Girl on phone looking out of window

Every person that goes through addiction treatment experiences the consequences of their addiction differently from one another. Even when considering the use of the same drug, the effects of the drug will vary from person to person.

There is no one path that leads to addiction, although several factors increase an individual’s risk of becoming addicted to alcohol or other drugs. It is essential to understand the risks involved with developing an addiction so that you can bring awareness to these risks in your own life experience.

What Is Addiction?

Addiction is a term mentioned often, although the definition itself is not widely understood. In the simplest terms, addiction is a condition that involves a loss of control over substance use. In a more accurate definition, addiction is a chronic condition characterized by compulsive drug seeking and continuing drug use despite the harmful consequences of doing so.
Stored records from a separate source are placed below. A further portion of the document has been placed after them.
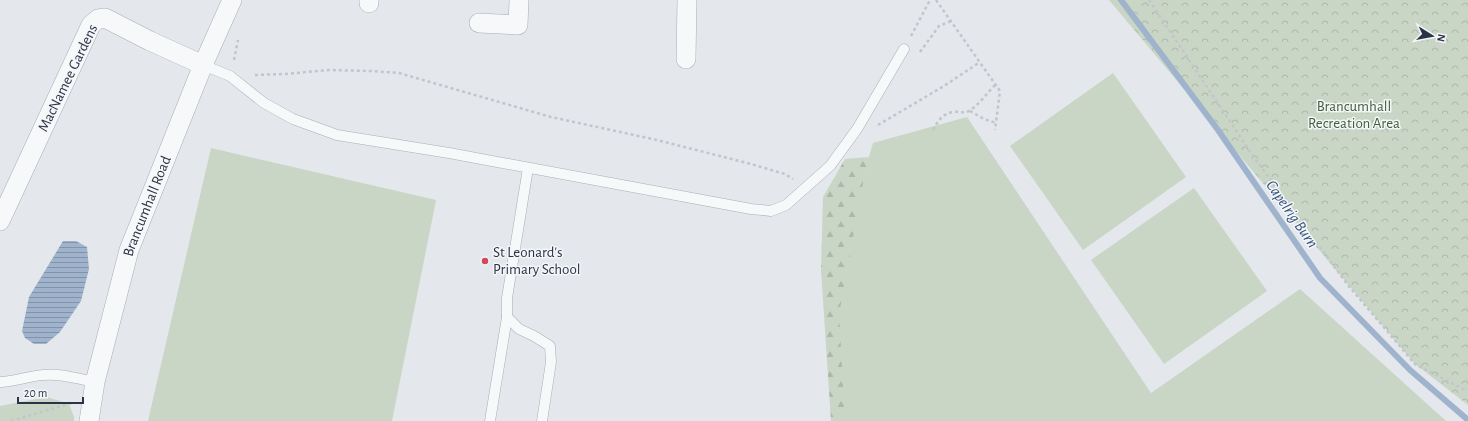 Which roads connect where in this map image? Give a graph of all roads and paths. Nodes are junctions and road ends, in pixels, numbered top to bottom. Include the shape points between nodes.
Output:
1 (232, 0) edge
2 (519, 0) edge
3 (686, 0) edge
4 (930, 0) edge
5 (936, 0) edge
6 (1149, 0) edge
7 (479, 23) dead end
8 (904, 49) joint
9 (686, 59) dead end
10 (980, 62) junction
11 (203, 65) junction
12 (230, 76) junction
13 (995, 85) junction
14 (970, 111) junction
15 (996, 123) junction
16 (874, 128) dead end
17 (933, 130) dead end
18 (995, 130) dead end
19 (528, 168) junction
20 (806, 187) junction
21 (0, 221) edge
22 (507, 317) junction
23 (0, 382) edge
24 (95, 382) junction
25 (1468, 389) edge
26 (76, 402) dead end
27 (11, 421) edge
28 (89, 421) edge
29 (490, 421) edge
30 (542, 421) edge

1 - 11 street, Brancumhall Road
2 - 7 street via 518,25
3 - 9 street
4 - 8 path
5 - 10 path
6 - 25 path via 1253,156 1347,284 1415,364 1463,389
8 - 20 lane via 857,129 830,166
10 - 13 path
10 - 16 path
11 - 12 lane
11 - 21 street, MacNamee Gardens via 105,18 98,19 91,25
11 - 24 street, Brancumhall Road via 129,250
12 - 19 lane via 264,103 293,120 337,135
12 - 20 path via 330,70 399,73 551,117 751,164 784,174
13 - 14 path
13 - 15 path via 1000,91
14 - 15 path
14 - 17 path via 962,114 954,112 941,117
15 - 18 path
19 - 20 lane via 771,211 786,205
19 - 22 lane via 507,298
22 - 29 lane
22 - 30 lane via 519,329 550,346 551,362
23 - 24 lane via 57,375
24 - 28 street, Brancumhall Road
26 - 27 path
Addiction is a complex brain disorder. This is important to understand because many believe addiction to be a choice. Although a person’s initial decision to use drugs or alcohol might’ve been their choice, addiction is a persistent condition, meaning that it causes an individual to lose any and all control over their substance use.

Understanding How Risk Factors Play a Role in Developing Addiction

When a child is born, no one would be able to indefinitely say whether or not that child will experience addiction when they grow up. People of all ages and backgrounds can experience addiction, with some being at higher risk of developing an addiction than others.

Risk factors are anything that increases a person’s risk for developing a particular condition. In this case, the risk factors associated with addiction can be categorized by genetics, environment, and experiences.

Genetics as a Risk Factor

Genetics involves the passing of genes from a parent to a child when they are born. Heritability defines the tendency or likelihood of a particular gene to “run in the family,” which most people believe addiction to be. Research shows that specific gene sequences can be vulnerable when it comes to developing addiction and can be passed down to children.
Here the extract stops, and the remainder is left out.